Neither fish nor fowl

Man, I love this smack.

… Lupoi then linked up with Saban at Alabama and started out as what Saban called a “recruiting intern.” It wasn’t long before he started paying off, bringing in the top recruiting class of 2016. Sarkisian was the top storyline of Alabama’s postseason meeting with Washington, yet it was Lupoi who was responsible for segments of the rosters of both College Football Playoff semifinalists last year. He also oversaw the recruitment of 2017’s No. 1 overall prospect Najee Harris and had a hand in bringing many of that top-ranked class’s best players. Cal reportedly almost hired him back as defensive coordinator this offseason, but he ultimately turned them down. They probably couldn’t have paid him $950,000.

Lupoi is certainly one of the best in the nation at his job, but his hefty raise also crystallizes a lot of what makes the NCAA scam so gross. Legislators arguing that paying athletes will cost them money, rich university presidents defending the sanctity of the “student athlete” model, and athletic directors flailing desperately to cling to their cushy gigs in the multi-billion dollar NCAA pyramid scheme are all perfectly illustrative examples of the sham of amateurism, but nothing feels as direct as a linebackers coach raking in nearly $1 million to convince high school athletes to come work for free at Alabama.

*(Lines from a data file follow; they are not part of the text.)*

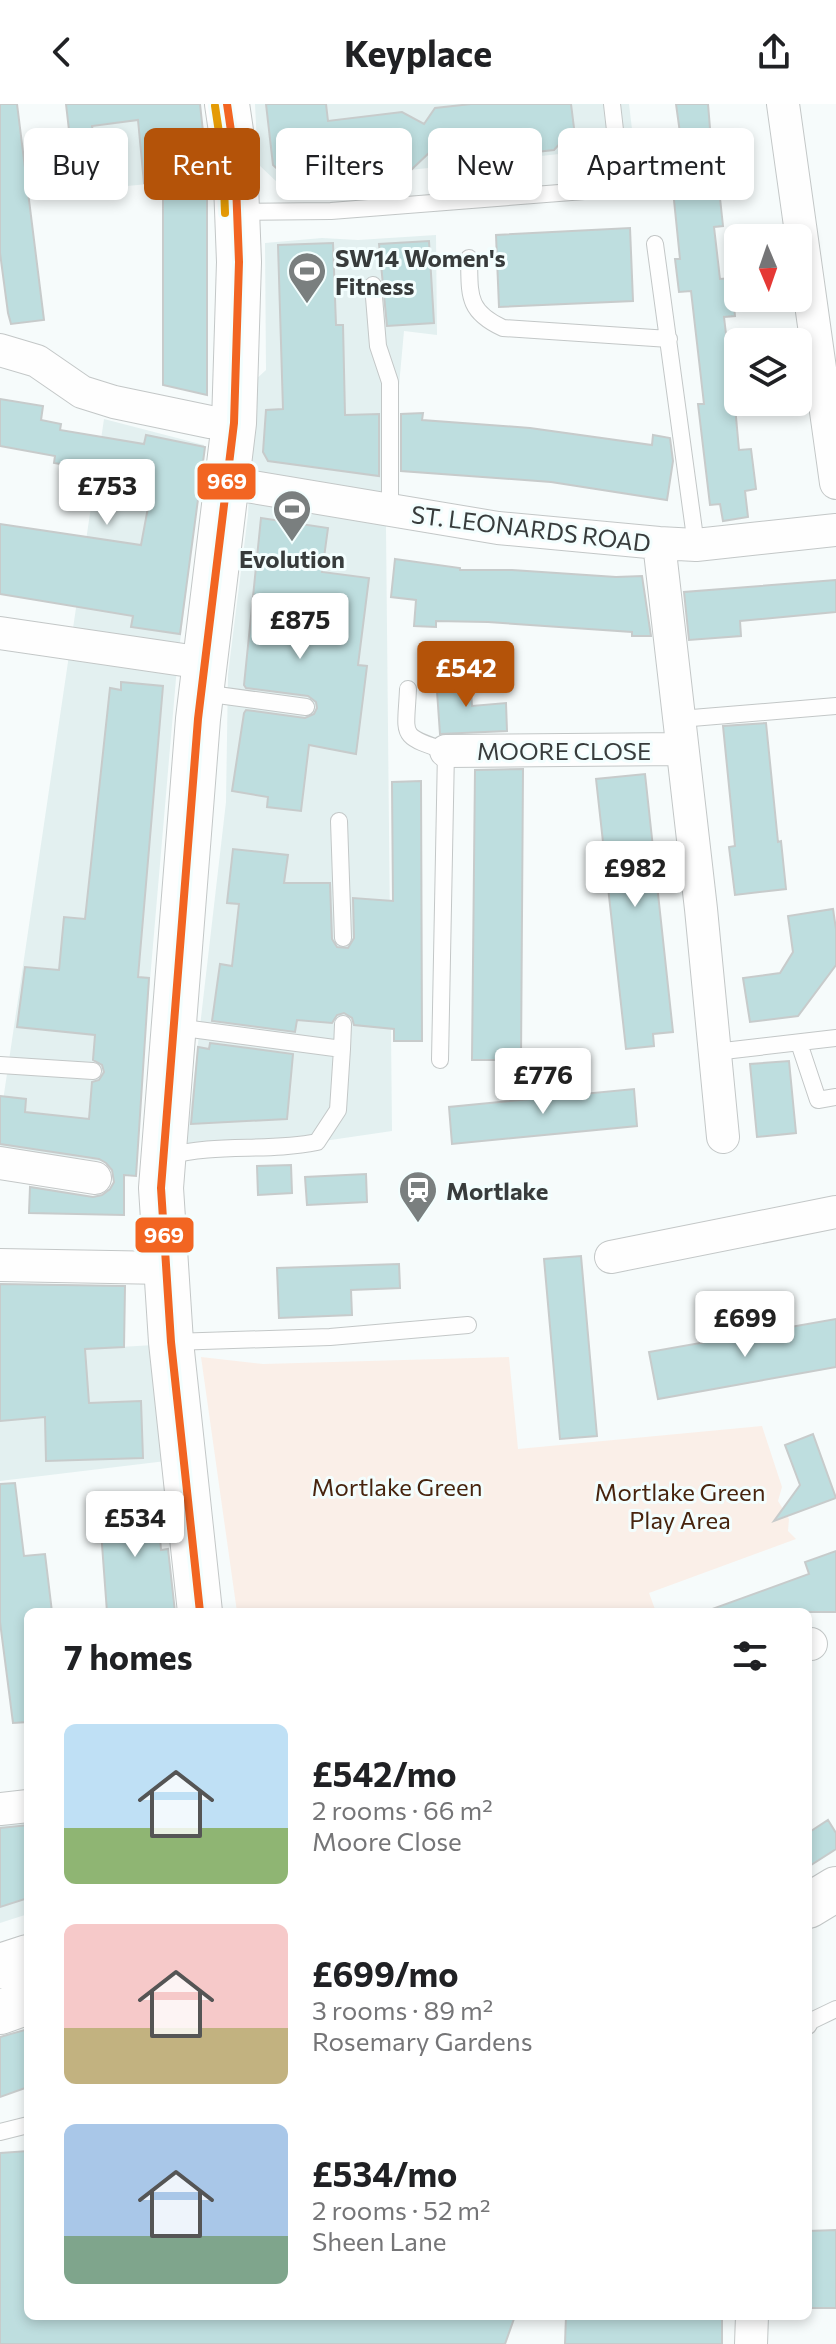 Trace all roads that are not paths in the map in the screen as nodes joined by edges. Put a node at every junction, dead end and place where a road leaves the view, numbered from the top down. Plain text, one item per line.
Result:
1 (227, 104) edge
2 (612, 104) edge
3 (783, 104) edge
4 (237, 213) junction
5 (655, 244) dead end
6 (469, 258) dead end
7 (373, 285) dead end
8 (669, 339) junction
9 (0, 350) edge
10 (234, 423) junction
11 (229, 483) junction
12 (836, 483) edge
13 (390, 511) junction
14 (836, 530) edge
15 (659, 543) junction
16 (696, 545) junction
17 (0, 633) edge
18 (203, 678) junction
19 (408, 689) dead end
20 (836, 706) edge
21 (306, 707) dead end
22 (681, 734) junction
23 (446, 751) junction
24 (339, 821) dead end
25 (343, 938) dead end
26 (343, 1024) dead end
27 (175, 1026) junction
28 (836, 1038) edge
29 (799, 1043) junction
30 (342, 1049) junction
31 (715, 1052) junction
32 (440, 1060) dead end
33 (0, 1065) edge
34 (93, 1071) dead end
35 (836, 1097) edge
36 (723, 1137) dead end
37 (163, 1157) junction
38 (0, 1163) edge
39 (95, 1178) dead end
40 (836, 1212) edge
41 (611, 1257) dead end
42 (0, 1265) edge
43 (166, 1268) junction
44 (468, 1325) dead end
45 (171, 1342) junction
46 (200, 1608) edge
47 (24, 1806) edge
48 (0, 1809) edge
49 (836, 1889) edge
50 (812, 1904) edge
51 (24, 1958) edge
52 (0, 1966) edge
53 (24, 2003) edge
54 (836, 2009) edge
55 (0, 2012) edge
56 (812, 2021) edge
57 (24, 2126) edge
58 (0, 2132) edge
59 (752, 2320) edge
60 (751, 2344) edge

1 - 4 main road
2 - 4 lane
3 - 12 street
4 - 10 main road
5 - 8 lane
6 - 8 lane
7 - 13 lane
8 - 16 lane
9 - 10 street
10 - 11 main road
11 - 13 street, ST. LEONARDS ROAD
11 - 18 main road
13 - 15 street, ST. LEONARDS ROAD
14 - 16 street, ST. LEONARDS ROAD
15 - 16 street, ST. LEONARDS ROAD
15 - 22 street
17 - 18 street
18 - 21 lane
18 - 27 main road
19 - 23 lane
20 - 22 lane
22 - 23 street, MOORE CLOSE
22 - 31 street
23 - 32 lane
24 - 25 lane
26 - 30 lane
27 - 30 lane
27 - 37 main road
28 - 29 lane
29 - 31 lane
29 - 35 lane
30 - 37 lane
31 - 36 street
33 - 34 lane
37 - 43 main road
38 - 39 street
40 - 41 street
42 - 43 street
43 - 45 main road
44 - 45 lane
45 - 46 main road
47 - 48 street
49 - 50 main road
51 - 52 main road
53 - 55 main road
54 - 56 lane
57 - 58 lane
59 - 60 street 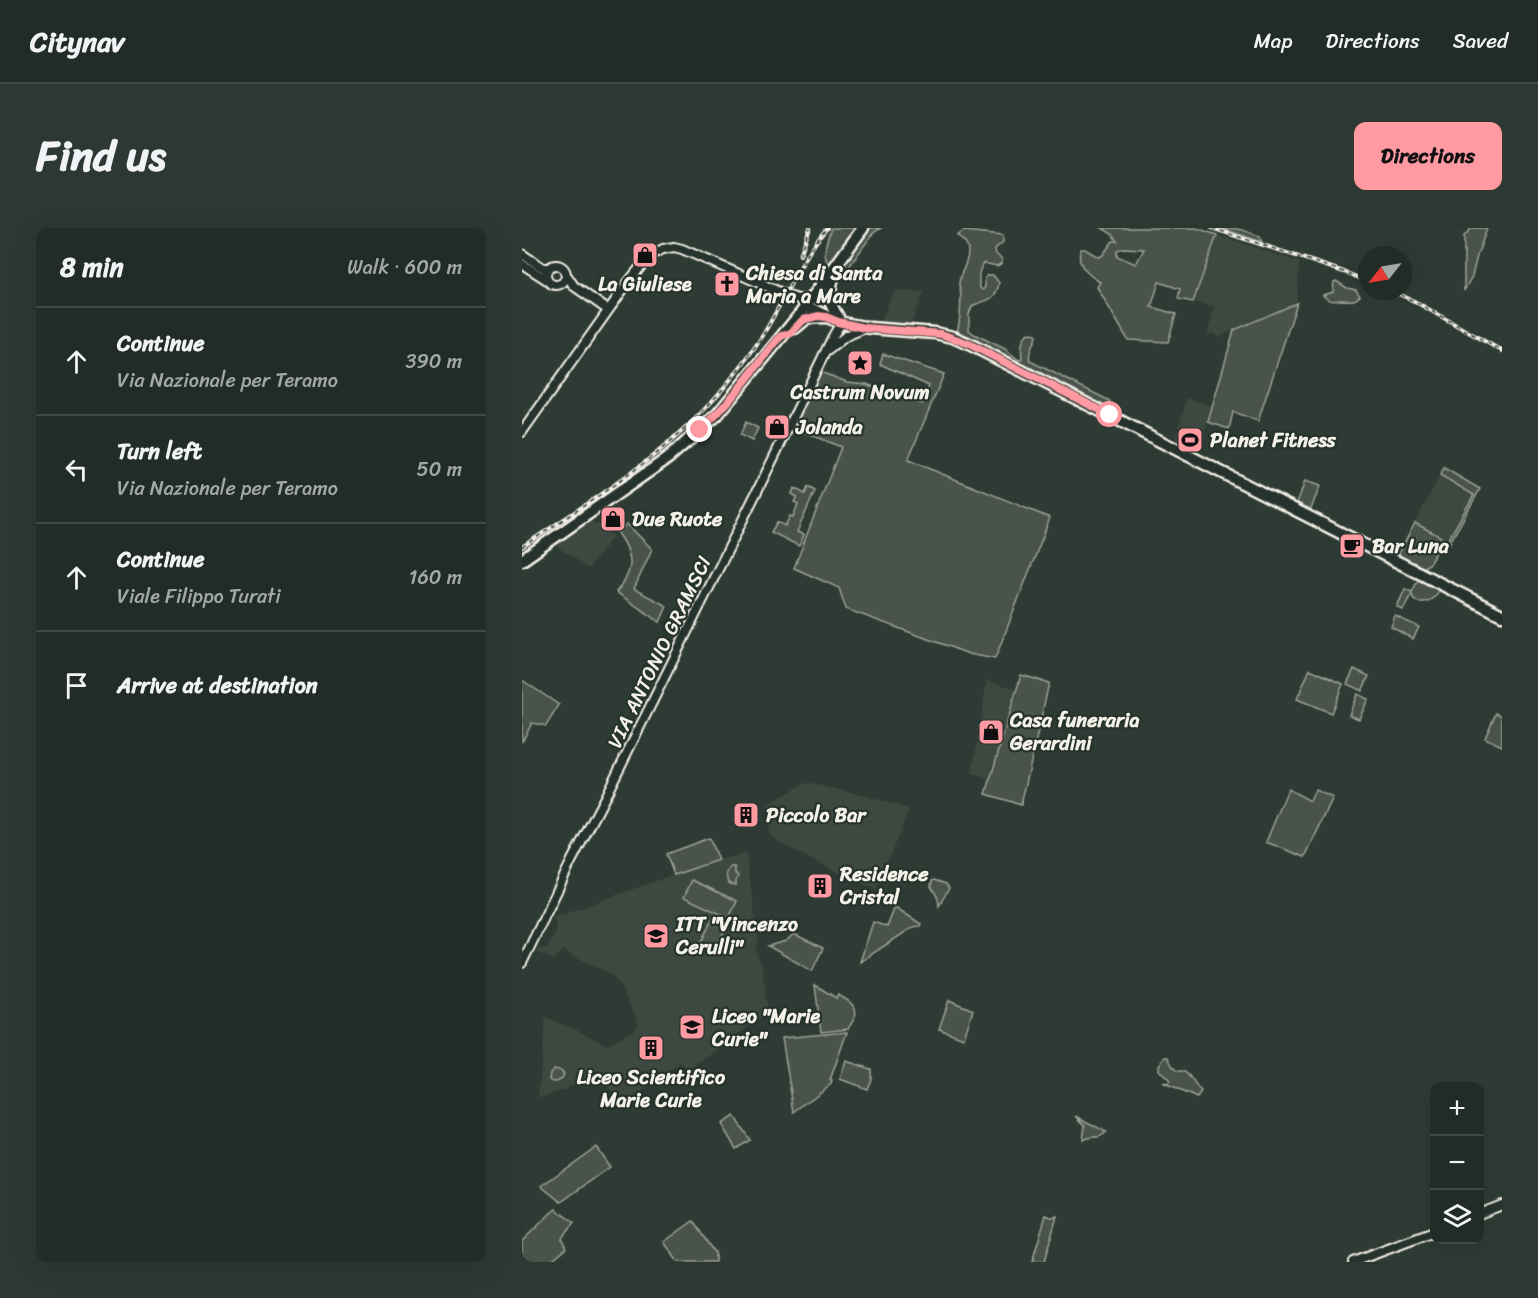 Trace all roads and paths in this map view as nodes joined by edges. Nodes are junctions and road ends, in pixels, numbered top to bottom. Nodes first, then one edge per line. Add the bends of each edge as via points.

Now, before you get all riled up and say “amateurism sux”, you might want to hear Bob Bowlsby’s latest spin on college athletics’ employment structure.  It’s a real beaut.

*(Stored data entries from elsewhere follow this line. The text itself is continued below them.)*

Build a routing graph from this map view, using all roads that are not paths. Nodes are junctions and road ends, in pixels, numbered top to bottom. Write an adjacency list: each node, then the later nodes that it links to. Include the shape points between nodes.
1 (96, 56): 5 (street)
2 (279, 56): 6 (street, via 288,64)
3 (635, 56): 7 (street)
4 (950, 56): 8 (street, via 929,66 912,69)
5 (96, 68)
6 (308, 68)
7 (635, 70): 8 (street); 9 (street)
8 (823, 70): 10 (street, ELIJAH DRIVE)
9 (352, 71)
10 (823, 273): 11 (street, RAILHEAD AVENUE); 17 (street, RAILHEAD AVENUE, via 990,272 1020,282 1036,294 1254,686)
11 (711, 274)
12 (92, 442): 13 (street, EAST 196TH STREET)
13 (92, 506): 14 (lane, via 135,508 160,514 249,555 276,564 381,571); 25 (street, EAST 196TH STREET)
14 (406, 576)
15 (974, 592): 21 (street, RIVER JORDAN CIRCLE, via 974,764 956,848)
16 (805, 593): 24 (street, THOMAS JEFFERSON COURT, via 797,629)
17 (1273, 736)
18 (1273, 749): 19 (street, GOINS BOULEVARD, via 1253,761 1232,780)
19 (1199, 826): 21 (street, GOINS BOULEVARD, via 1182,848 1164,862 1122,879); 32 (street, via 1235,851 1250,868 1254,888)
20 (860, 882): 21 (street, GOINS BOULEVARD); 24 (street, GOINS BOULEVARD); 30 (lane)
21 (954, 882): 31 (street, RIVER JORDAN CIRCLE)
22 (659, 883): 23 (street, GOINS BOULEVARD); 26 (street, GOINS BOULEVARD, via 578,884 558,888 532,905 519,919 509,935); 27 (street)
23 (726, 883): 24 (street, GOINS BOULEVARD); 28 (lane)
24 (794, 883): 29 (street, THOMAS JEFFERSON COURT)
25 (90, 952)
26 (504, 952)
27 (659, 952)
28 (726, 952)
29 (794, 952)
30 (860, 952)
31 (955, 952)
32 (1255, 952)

One of major-college sports’ leading voices on Monday provided a different answer to the hotly debated question of the connection between college athletes and amateurism.

Big 12 Conference Commissioner Bob Bowlsby told the Knight Commission on Intercollegiate Athletics: “I don’t think they’re amateurs. They’re college athletes.”

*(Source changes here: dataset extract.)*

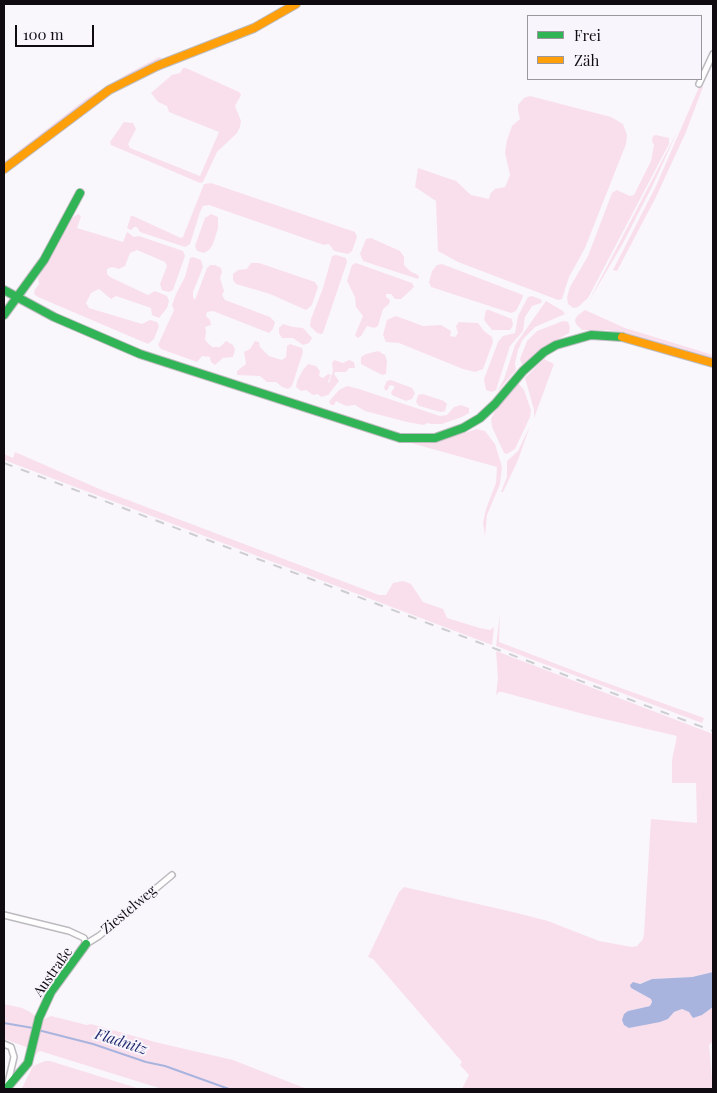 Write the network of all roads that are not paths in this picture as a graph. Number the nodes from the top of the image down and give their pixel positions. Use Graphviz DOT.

Bowlsby declined to get into a detailed discussion of how he defines pros and amateurs.

“I’m not going to get into that,” he said. “You could write a book on that. But the professionals are being paid and amateurs are doing it for the love of the game. And both of those are different than the college athletic environment. …

“We typically categorize athletes as professionals or amateurs, right? And I don’t think (college athletes) are either. I think it’s a complete(ly) different genre of its own. Doesn’t exist anyplace else in the world where higher education and sports participation are linked, are co-curricular — and that makes it different.”

The NCAA’s next promotional campaign writes itself, doesn’t it?  “College athletics, brought to you by the NCAA — it’s just different.”

Even these guys know there’s too much money swirling around now to justify the romanticism of amateurism anymore.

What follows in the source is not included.